Verida stopped pacing. "Liria is a risk. We can't ignore that. Even if she was controlled, even if she claims to regret it, there's no proof she won't switch again. All it takes is the right whisper. Or the wrong heartbreak."

Daena grunted. "I could lock her up. Not the dungeons, obviously. Something tasteful. Velvet chains. A window with a view."

"That's called a hotel," Nyssara said, so dryly Daena nearly smiled. "We cannot lock up every ghost from our past. Not if we want to live in the present."

Verida folded her arms. "She did save Enara in the end."

"She also led an army against us the week before," Daena reminded. "Excuse me for not being moved by her selfless timing."

A brief silence, as each of them weighed the balance between forgiveness and safety. Somewhere in the hall, a night breeze rattled the stained-glass panes, sending slashes of colored light over old stone and new scars.

Nyssara spoke first, soft but firm. "Enara will decide what to do with her heart. It's not our place."

"Of course it's our place," Verida snapped, whirling. "We're her mothers. Our job is to prevent disaster. Or at least offer strongly-worded advice."

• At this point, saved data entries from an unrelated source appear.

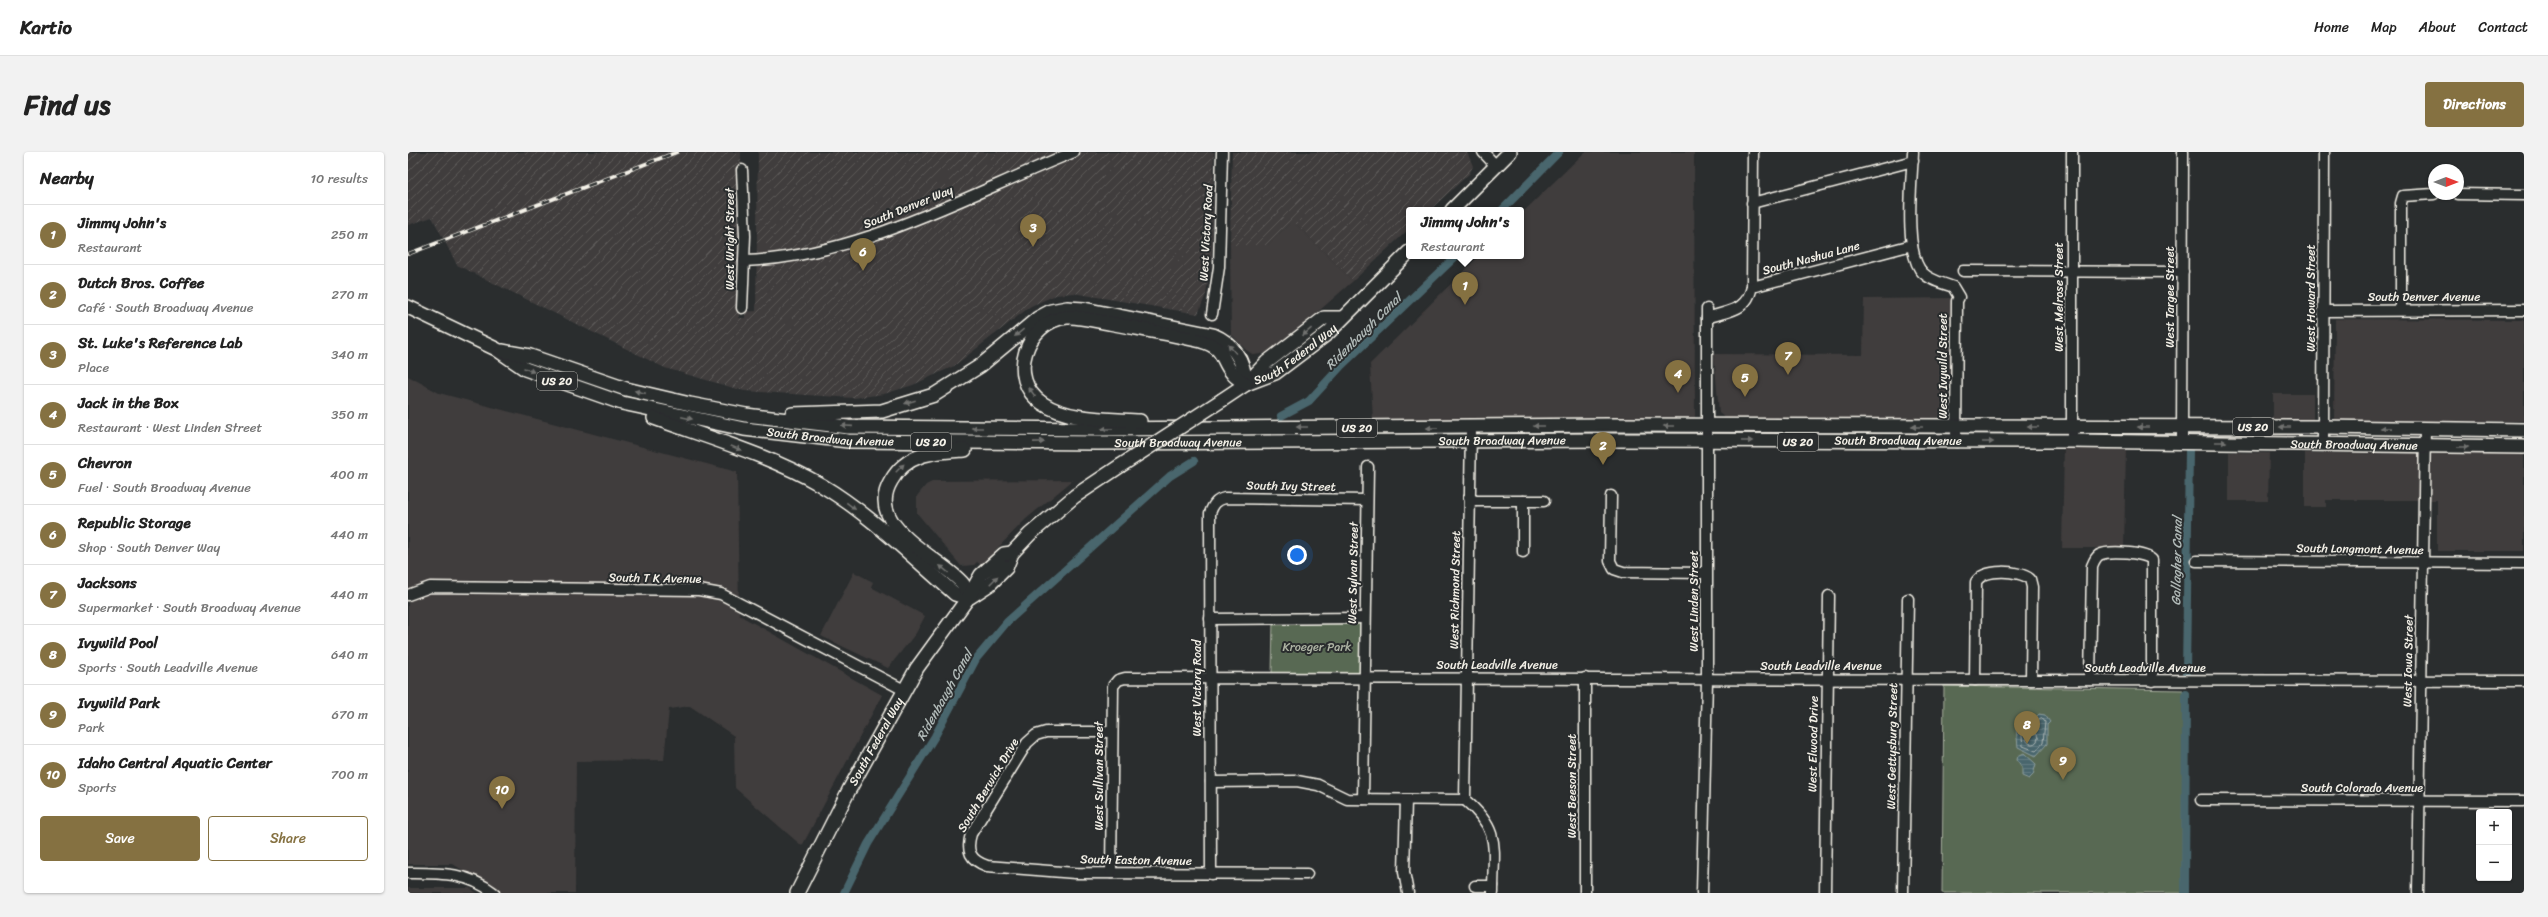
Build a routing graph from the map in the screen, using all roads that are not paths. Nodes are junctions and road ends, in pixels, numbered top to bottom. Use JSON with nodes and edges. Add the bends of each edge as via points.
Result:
{"nodes":[{"id":1,"x":1074,"y":152,"type":"edge"},
{"id":2,"x":1222,"y":152,"type":"edge"},
{"id":3,"x":1483,"y":152,"type":"edge"},
{"id":4,"x":1510,"y":152,"type":"edge"},
{"id":5,"x":1753,"y":152,"type":"edge"},
{"id":6,"x":2072,"y":152,"type":"edge"},
{"id":7,"x":2183,"y":152,"type":"edge"},
{"id":8,"x":2324,"y":152,"type":"edge"},
{"id":9,"x":1913,"y":156,"type":"edge"},
{"id":10,"x":1496,"y":166,"type":"junction"},
{"id":11,"x":742,"y":170,"type":"dead end"},
{"id":12,"x":2428,"y":194,"type":"edge"},
{"id":13,"x":2464,"y":194,"type":"edge"},
{"id":14,"x":2524,"y":195,"type":"edge"},
{"id":15,"x":1752,"y":203,"type":"junction"},
{"id":16,"x":1455,"y":207,"type":"edge"},
{"id":17,"x":1912,"y":245,"type":"junction"},
{"id":18,"x":1406,"y":255,"type":"edge"},
{"id":19,"x":744,"y":261,"type":"junction"},
{"id":20,"x":1963,"y":271,"type":"dead end"},
{"id":21,"x":2072,"y":272,"type":"junction"},
{"id":22,"x":2183,"y":272,"type":"junction"},
{"id":23,"x":1752,"y":287,"type":"junction"},
{"id":24,"x":408,"y":308,"type":"edge"},
{"id":25,"x":742,"y":308,"type":"dead end"},
{"id":26,"x":2401,"y":310,"type":"junction"},
{"id":27,"x":2524,"y":310,"type":"edge"},
{"id":28,"x":2324,"y":311,"type":"junction"},
{"id":29,"x":1707,"y":313,"type":"joint"},
{"id":30,"x":1212,"y":314,"type":"dead end"},
{"id":31,"x":496,"y":350,"type":"junction"},
{"id":32,"x":1246,"y":384,"type":"junction"},
{"id":33,"x":622,"y":403,"type":"junction"},
{"id":34,"x":746,"y":415,"type":"junction"},
{"id":35,"x":1708,"y":426,"type":"junction"},
{"id":36,"x":2072,"y":426,"type":"junction"},
{"id":37,"x":1956,"y":427,"type":"junction"},
{"id":38,"x":2182,"y":427,"type":"junction"},
{"id":39,"x":2324,"y":427,"type":"junction"},
{"id":40,"x":1217,"y":428,"type":"junction"},
{"id":41,"x":1471,"y":428,"type":"junction"},
{"id":42,"x":2425,"y":429,"type":"junction"},
{"id":43,"x":2524,"y":430,"type":"edge"},
{"id":44,"x":1708,"y":441,"type":"junction"},
{"id":45,"x":2072,"y":441,"type":"junction"},
{"id":46,"x":1472,"y":442,"type":"junction"},
{"id":47,"x":1956,"y":442,"type":"junction"},
{"id":48,"x":2182,"y":442,"type":"junction"},
{"id":49,"x":1017,"y":443,"type":"junction"},
{"id":50,"x":2323,"y":443,"type":"junction"},
{"id":51,"x":2424,"y":447,"type":"junction"},
{"id":52,"x":2524,"y":447,"type":"edge"},
{"id":53,"x":1368,"y":467,"type":"dead end"},
{"id":54,"x":1611,"y":496,"type":"dead end"},
{"id":55,"x":1469,"y":498,"type":"junction"},
{"id":56,"x":1367,"y":500,"type":"junction"},
{"id":57,"x":1523,"y":501,"type":"junction"},
{"id":58,"x":1544,"y":501,"type":"dead end"},
{"id":59,"x":1215,"y":503,"type":"joint"},
{"id":60,"x":1523,"y":552,"type":"dead end"},
{"id":61,"x":2196,"y":561,"type":"dead end"},
{"id":62,"x":2423,"y":563,"type":"junction"},
{"id":63,"x":2524,"y":563,"type":"edge"},
{"id":64,"x":1706,"y":573,"type":"junction"},
{"id":65,"x":408,"y":595,"type":"edge"},
{"id":66,"x":1829,"y":596,"type":"dead end"},
{"id":67,"x":968,"y":598,"type":"junction"},
{"id":68,"x":1908,"y":599,"type":"dead end"},
{"id":69,"x":1365,"y":618,"type":"junction"},
{"id":70,"x":1210,"y":619,"type":"junction"},
{"id":71,"x":1210,"y":678,"type":"junction"},
{"id":72,"x":1364,"y":678,"type":"junction"},
{"id":73,"x":1467,"y":678,"type":"junction"},
{"id":74,"x":1585,"y":678,"type":"junction"},
{"id":75,"x":1707,"y":679,"type":"junction"},
{"id":76,"x":1827,"y":679,"type":"junction"},
{"id":77,"x":1118,"y":680,"type":"joint"},
{"id":78,"x":1906,"y":680,"type":"junction"},
{"id":79,"x":1974,"y":680,"type":"junction"},
{"id":80,"x":2031,"y":680,"type":"junction"},
{"id":81,"x":2090,"y":680,"type":"junction"},
{"id":82,"x":2152,"y":681,"type":"junction"},
{"id":83,"x":2524,"y":681,"type":"edge"},
{"id":84,"x":2421,"y":682,"type":"junction"},
{"id":85,"x":904,"y":690,"type":"junction"},
{"id":86,"x":1112,"y":732,"type":"junction"},
{"id":87,"x":1211,"y":782,"type":"junction"},
{"id":88,"x":1363,"y":799,"type":"junction"},
{"id":89,"x":1406,"y":800,"type":"junction"},
{"id":90,"x":1465,"y":800,"type":"junction"},
{"id":91,"x":2201,"y":800,"type":"dead end"},
{"id":92,"x":2419,"y":801,"type":"junction"},
{"id":93,"x":2524,"y":801,"type":"edge"},
{"id":94,"x":970,"y":855,"type":"joint"},
{"id":95,"x":408,"y":873,"type":"edge"},
{"id":96,"x":1112,"y":873,"type":"junction"},
{"id":97,"x":1211,"y":874,"type":"junction"},
{"id":98,"x":1307,"y":874,"type":"dead end"},
{"id":99,"x":1475,"y":886,"type":"dead end"},
{"id":100,"x":1493,"y":890,"type":"edge"},
{"id":101,"x":494,"y":893,"type":"edge"},
{"id":102,"x":797,"y":893,"type":"edge"},
{"id":103,"x":1408,"y":893,"type":"edge"},
{"id":104,"x":1585,"y":893,"type":"edge"},
{"id":105,"x":1702,"y":893,"type":"edge"},
{"id":106,"x":1825,"y":893,"type":"edge"},
{"id":107,"x":1902,"y":893,"type":"edge"},
{"id":108,"x":2418,"y":893,"type":"edge"}],
"edges":[{"from":1,"to":19,"type":"street","name":"South Denver Way","via":[[843,246],[796,257]]},
{"from":2,"to":30,"type":"street","name":"West Victory Road","via":[[1219,267]]},
{"from":3,"to":10,"type":"street"},
{"from":4,"to":10,"type":"main road"},
{"from":5,"to":15,"type":"street"},
{"from":6,"to":21,"type":"street","name":"West Melrose Street"},
{"from":7,"to":22,"type":"street","name":"West Targee Street"},
{"from":8,"to":28,"type":"street","name":"West Howard Street"},
{"from":9,"to":15,"type":"street"},
{"from":9,"to":17,"type":"street"},
{"from":10,"to":16,"type":"main road"},
{"from":11,"to":19,"type":"street","name":"West Wright Street"},
{"from":12,"to":26,"type":"street","via":[[2403,196],[2401,203]]},
{"from":13,"to":14,"type":"street"},
{"from":15,"to":23,"type":"street"},
{"from":17,"to":23,"type":"street","name":"South Nashua Lane"},
{"from":17,"to":37,"type":"street","name":"West Ivywild Street","via":[[1913,256],[1922,272],[1931,279],[1953,287],[1959,297]]},
{"from":18,"to":32,"type":"main road","name":"South Federal Way","via":[[1328,333],[1275,373]]},
{"from":19,"to":25,"type":"street","name":"West Wright Street"},
{"from":20,"to":21,"type":"street"},
{"from":21,"to":22,"type":"street"},
{"from":21,"to":36,"type":"street","name":"West Melrose Street"},
{"from":22,"to":38,"type":"street","name":"West Targee Street"},
{"from":23,"to":29,"type":"street","name":"South Nashua Lane","via":[[1750,298],[1744,305]]},
{"from":24,"to":31,"type":"main road","name":"South Broadway Avenue","number":"US 20"},
{"from":26,"to":27,"type":"street","name":"South Denver Avenue"},
{"from":26,"to":28,"type":"street","name":"South Denver Avenue"},
{"from":28,"to":39,"type":"street","name":"West Howard Street"},
{"from":29,"to":35,"type":"street","name":"West Linden Street"},
{"from":31,"to":33,"type":"main road","name":"South Broadway Avenue","number":"US 20","one_way":true,"via":[[525,369]]},
{"from":34,"to":31,"type":"main road","name":"South Broadway Avenue","number":"US 20","one_way":true,"via":[[626,389],[530,356]]},
{"from":32,"to":34,"type":"main road","one_way":true,"via":[[1244,367],[1239,357],[1225,341],[1213,335],[1084,309],[1067,308],[1051,311],[1038,318],[980,366],[934,395],[882,411]]},
{"from":40,"to":32,"type":"main road","one_way":true,"via":[[1076,415],[1049,408],[1033,395],[1027,384],[1024,358],[1028,345],[1035,332],[1044,324],[1067,317],[1080,318],[1210,344],[1225,359],[1233,374]]},
{"from":32,"to":67,"type":"main road","name":"South Federal Way","bridge":true,"via":[[1075,496],[1030,534],[1012,553],[1006,568],[990,584]]},
{"from":33,"to":49,"type":"main road","name":"South Broadway Avenue","number":"US 20","one_way":true,"via":[[744,429],[848,441]]},
{"from":33,"to":67,"type":"main road","one_way":true,"via":[[654,418],[712,438],[795,472],[821,485],[864,517],[955,594]]},
{"from":40,"to":34,"type":"main road","name":"South Broadway Avenue","number":"US 20","one_way":true,"via":[[848,427]]},
{"from":37,"to":35,"type":"main road","name":"South Broadway Avenue","number":"US 20","one_way":true},
{"from":35,"to":41,"type":"main road","name":"South Broadway Avenue","number":"US 20","one_way":true},
{"from":35,"to":44,"type":"street","name":"West Linden Street"},
{"from":36,"to":37,"type":"main road","name":"South Broadway Avenue","number":"US 20","one_way":true},
{"from":38,"to":36,"type":"main road","name":"South Broadway Avenue","number":"US 20","one_way":true},
{"from":36,"to":45,"type":"street","name":"West Melrose Street"},
{"from":37,"to":47,"type":"street","name":"West Ivywild Street"},
{"from":39,"to":38,"type":"main road","name":"South Broadway Avenue","number":"US 20","one_way":true},
{"from":38,"to":48,"type":"street","name":"West Targee Street"},
{"from":42,"to":39,"type":"main road","name":"South Broadway Avenue","number":"US 20","one_way":true},
{"from":39,"to":50,"type":"street","name":"West Howard Street"},
{"from":41,"to":40,"type":"main road","name":"South Broadway Avenue","number":"US 20","one_way":true},
{"from":41,"to":46,"type":"street","name":"West Richmond Street"},
{"from":42,"to":43,"type":"main road","name":"South Broadway Avenue","number":"US 20"},
{"from":42,"to":51,"type":"street","name":"West Iowa Street"},
{"from":44,"to":46,"type":"main road","name":"South Broadway Avenue","number":"US 20"},
{"from":44,"to":47,"type":"main road","name":"South Broadway Avenue","number":"US 20","one_way":true},
{"from":44,"to":64,"type":"street","name":"West Linden Street"},
{"from":47,"to":45,"type":"main road","name":"South Broadway Avenue","number":"US 20","one_way":true},
{"from":45,"to":48,"type":"main road","name":"South Broadway Avenue","number":"US 20"},
{"from":49,"to":46,"type":"main road","name":"South Broadway Avenue","number":"US 20","one_way":true},
{"from":46,"to":55,"type":"street","name":"West Richmond Street"},
{"from":48,"to":50,"type":"main road","name":"South Broadway Avenue","number":"US 20","one_way":true},
{"from":67,"to":49,"type":"main road","one_way":true,"via":[[963,584],[906,539],[896,527],[888,514],[886,498],[889,483],[897,470],[909,459],[928,453],[993,448]]},
{"from":50,"to":51,"type":"main road","name":"South Broadway Avenue","number":"US 20"},
{"from":51,"to":52,"type":"main road","name":"South Broadway Avenue","number":"US 20","one_way":true},
{"from":51,"to":62,"type":"street","name":"West Iowa Street"},
{"from":53,"to":56,"type":"street","name":"West Sylvan Street"},
{"from":54,"to":64,"type":"street","via":[[1610,561],[1614,570]]},
{"from":55,"to":57,"type":"street","via":[[1476,501]]},
{"from":55,"to":73,"type":"street","name":"West Richmond Street"},
{"from":56,"to":59,"type":"street","name":"South Ivy Street","via":[[1225,498]]},
{"from":56,"to":69,"type":"street","name":"West Sylvan Street"},
{"from":57,"to":58,"type":"street"},
{"from":57,"to":60,"type":"street"},
{"from":59,"to":70,"type":"street","name":"West Victory Road","via":[[1210,513]]},
{"from":61,"to":62,"type":"street","name":"South Longmont Avenue"},
{"from":62,"to":63,"type":"street","name":"South Longmont Avenue"},
{"from":62,"to":84,"type":"street","name":"West Iowa Street"},
{"from":64,"to":75,"type":"street","name":"West Linden Street"},
{"from":65,"to":85,"type":"street","name":"South T K Avenue","via":[[430,587],[699,590],[721,594]]},
{"from":66,"to":76,"type":"street","name":"West Elwood Drive"},
{"from":67,"to":85,"type":"main road","name":"South Federal Way","via":[[938,637]]},
{"from":68,"to":78,"type":"street","name":"West Gettysburg Street"},
{"from":69,"to":70,"type":"street"},
{"from":69,"to":72,"type":"street","name":"West Sylvan Street"},
{"from":70,"to":71,"type":"street","name":"West Victory Road"},
{"from":71,"to":72,"type":"street","name":"South Leadville Avenue"},
{"from":71,"to":77,"type":"street","name":"South Leadville Avenue"},
{"from":71,"to":87,"type":"street","name":"West Victory Road"},
{"from":72,"to":73,"type":"street","name":"South Leadville Avenue"},
{"from":72,"to":88,"type":"street","name":"West Sylvan Street"},
{"from":73,"to":74,"type":"street","name":"South Leadville Avenue"},
{"from":73,"to":90,"type":"street","name":"West Richmond Street"},
{"from":74,"to":75,"type":"street","name":"South Leadville Avenue"},
{"from":74,"to":104,"type":"street","name":"West Beeson Street"},
{"from":75,"to":76,"type":"street","name":"South Leadville Avenue"},
{"from":75,"to":105,"type":"street","name":"West Linden Street"},
{"from":76,"to":78,"type":"street","name":"South Leadville Avenue"},
{"from":76,"to":106,"type":"street","name":"West Elwood Drive"},
{"from":77,"to":86,"type":"street","name":"West Sullivan Street","via":[[1113,686]]},
{"from":78,"to":79,"type":"street","name":"South Leadville Avenue"},
{"from":78,"to":107,"type":"street","name":"West Gettysburg Street"},
{"from":79,"to":80,"type":"street","name":"South Leadville Avenue"},
{"from":79,"to":80,"type":"street","via":[[1976,587],[1978,579],[1990,573],[2021,574],[2030,579]]},
{"from":80,"to":81,"type":"street","name":"South Leadville Avenue"},
{"from":81,"to":82,"type":"street","name":"South Leadville Avenue"},
{"from":81,"to":82,"type":"street","via":[[2092,566],[2098,555],[2124,554],[2146,555],[2152,560]]},
{"from":82,"to":84,"type":"street","name":"South Leadville Avenue"},
{"from":83,"to":84,"type":"street","name":"South Leadville Avenue"},
{"from":84,"to":92,"type":"street","name":"West Iowa Street"},
{"from":85,"to":102,"type":"main road","name":"South Federal Way"},
{"from":86,"to":94,"type":"street","name":"South Berwick Drive","via":[[1046,732],[1036,735],[1027,743],[971,834],[968,845]]},
{"from":86,"to":96,"type":"street","name":"West Sullivan Street"},
{"from":87,"to":88,"type":"street","via":[[1297,781],[1318,786],[1347,799]]},
{"from":87,"to":97,"type":"street","name":"West Victory Road"},
{"from":88,"to":89,"type":"street"},
{"from":89,"to":90,"type":"street"},
{"from":89,"to":103,"type":"street","via":[[1404,872]]},
{"from":90,"to":100,"type":"street","via":[[1482,814],[1492,833]]},
{"from":91,"to":92,"type":"street","name":"South Colorado Avenue"},
{"from":92,"to":93,"type":"street","name":"South Colorado Avenue"},
{"from":92,"to":108,"type":"street","name":"West Iowa Street"},
{"from":94,"to":96,"type":"street","name":"South Easton Avenue","via":[[979,864],[987,866]]},
{"from":95,"to":101,"type":"street","via":[[462,876]]},
{"from":96,"to":97,"type":"street","name":"South Easton Avenue"},
{"from":97,"to":98,"type":"street","name":"South Easton Avenue"},
{"from":99,"to":100,"type":"street"}]}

Daena shifted, her tail flicking with annoyance. "Enara is not a child. She's more dangerous than either of us at her age. She'll choose. She'll love, she'll fight, she'll break her heart a hundred times before the world ends. All we can do is make sure she survives the lesson."

Nyssara poured more tea a nervous, ceremonial gesture. "Perhaps Liria deserves a chance. Redemption, if you prefer. Or at least a supervised trial. If she truly wishes to atone, let her prove it with deeds, not speeches."

Verida huffed. "If she betrays us again"

"We'll be ready," Daena said, with a glint in her eye that promised exactly as much mercy as a blade in the dark.

Nyssara's gaze softened, her fingers resting on Verida's arm. "Let them be children, if only for a night. We'll play our part, but we cannot live their story for them."

Verida relented, slumping into a chair with the resigned grace of a monarch who knows fate will have its way, no matter how many precautions are taken. "Fine. But if I see that girl sneaking into Enara's room after curfew, I'm doubling the patrols."

Daena's mouth twitched, a rare near-smile. "You always say that, and yet…"

They sat in silence for a moment, three guardians caught between power and powerlessness, watching shadows flicker across the ceiling.

Meanwhile, sleep found me at last, winding in on slow, wary feet. My dreams were strange and muddled shifting corridors, laughter that sounded almost like forgiveness, hands reaching out and never quite touching.

Sometime before dawn, I woke briefly to the sound of footsteps in the hall. For a moment, heart racing, I thought it might be Enara. But the steps faded, and the silence returned, gentler now.

I curled up, pulling the heavy blanket to my chin, and let myself drift, wondering if tomorrow would be the day she spoke to me, or the day she broke my heart all over again.

Either way, I promised myself, I won't run.

Not from her. Not from myself. Not even from the awkward possibility that, in this bruised and mending world, I might still be worth loving even if it meant being the punchline to the castle's latest joke.

The last thought I heard before sleep truly claimed me was the system, smirking somewhere in the deep:

[Try not to drool on the pillow. Nothing ruins redemption like a wet patch.]

And for the first time in ages, I laughed myself to sleep.